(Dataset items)
--- START ---

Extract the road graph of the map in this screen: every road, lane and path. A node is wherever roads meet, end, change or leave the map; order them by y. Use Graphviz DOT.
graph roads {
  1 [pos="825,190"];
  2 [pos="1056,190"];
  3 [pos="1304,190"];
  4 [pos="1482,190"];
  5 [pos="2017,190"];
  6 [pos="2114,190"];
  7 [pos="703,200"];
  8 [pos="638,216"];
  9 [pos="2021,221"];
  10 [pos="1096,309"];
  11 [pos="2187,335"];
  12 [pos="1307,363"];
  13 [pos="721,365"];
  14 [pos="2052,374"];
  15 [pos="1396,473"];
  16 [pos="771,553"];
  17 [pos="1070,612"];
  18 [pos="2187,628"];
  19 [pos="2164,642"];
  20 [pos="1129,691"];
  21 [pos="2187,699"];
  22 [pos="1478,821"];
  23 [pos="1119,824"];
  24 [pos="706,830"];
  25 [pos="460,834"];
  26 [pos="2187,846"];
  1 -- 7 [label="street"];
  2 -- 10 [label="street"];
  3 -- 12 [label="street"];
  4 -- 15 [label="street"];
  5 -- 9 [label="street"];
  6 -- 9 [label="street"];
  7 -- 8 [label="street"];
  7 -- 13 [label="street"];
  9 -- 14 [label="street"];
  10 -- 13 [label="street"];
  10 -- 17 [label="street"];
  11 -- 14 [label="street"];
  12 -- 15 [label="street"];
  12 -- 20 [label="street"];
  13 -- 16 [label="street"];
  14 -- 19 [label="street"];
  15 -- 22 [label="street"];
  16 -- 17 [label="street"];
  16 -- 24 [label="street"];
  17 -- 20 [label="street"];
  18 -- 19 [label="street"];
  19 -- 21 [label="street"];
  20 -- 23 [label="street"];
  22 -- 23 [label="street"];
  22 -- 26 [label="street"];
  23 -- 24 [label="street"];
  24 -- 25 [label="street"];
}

--- END ---

• Requirement:
From the first line to the last, return the data above exactly.

• Written solution:
Extract the road graph of the map in this screen: every road, lane and path. A node is wherever roads meet, end, change or leave the map; order them by y. Use Graphviz DOT.
graph roads {
  1 [pos="825,190"];
  2 [pos="1056,190"];
  3 [pos="1304,190"];
  4 [pos="1482,190"];
  5 [pos="2017,190"];
  6 [pos="2114,190"];
  7 [pos="703,200"];
  8 [pos="638,216"];
  9 [pos="2021,221"];
  10 [pos="1096,309"];
  11 [pos="2187,335"];
  12 [pos="1307,363"];
  13 [pos="721,365"];
  14 [pos="2052,374"];
  15 [pos="1396,473"];
  16 [pos="771,553"];
  17 [pos="1070,612"];
  18 [pos="2187,628"];
  19 [pos="2164,642"];
  20 [pos="1129,691"];
  21 [pos="2187,699"];
  22 [pos="1478,821"];
  23 [pos="1119,824"];
  24 [pos="706,830"];
  25 [pos="460,834"];
  26 [pos="2187,846"];
  1 -- 7 [label="street"];
  2 -- 10 [label="street"];
  3 -- 12 [label="street"];
  4 -- 15 [label="street"];
  5 -- 9 [label="street"];
  6 -- 9 [label="street"];
  7 -- 8 [label="street"];
  7 -- 13 [label="street"];
  9 -- 14 [label="street"];
  10 -- 13 [label="street"];
  10 -- 17 [label="street"];
  11 -- 14 [label="street"];
  12 -- 15 [label="street"];
  12 -- 20 [label="street"];
  13 -- 16 [label="street"];
  14 -- 19 [label="street"];
  15 -- 22 [label="street"];
  16 -- 17 [label="street"];
  16 -- 24 [label="street"];
  17 -- 20 [label="street"];
  18 -- 19 [label="street"];
  19 -- 21 [label="street"];
  20 -- 23 [label="street"];
  22 -- 23 [label="street"];
  22 -- 26 [label="street"];
  23 -- 24 [label="street"];
  24 -- 25 [label="street"];
}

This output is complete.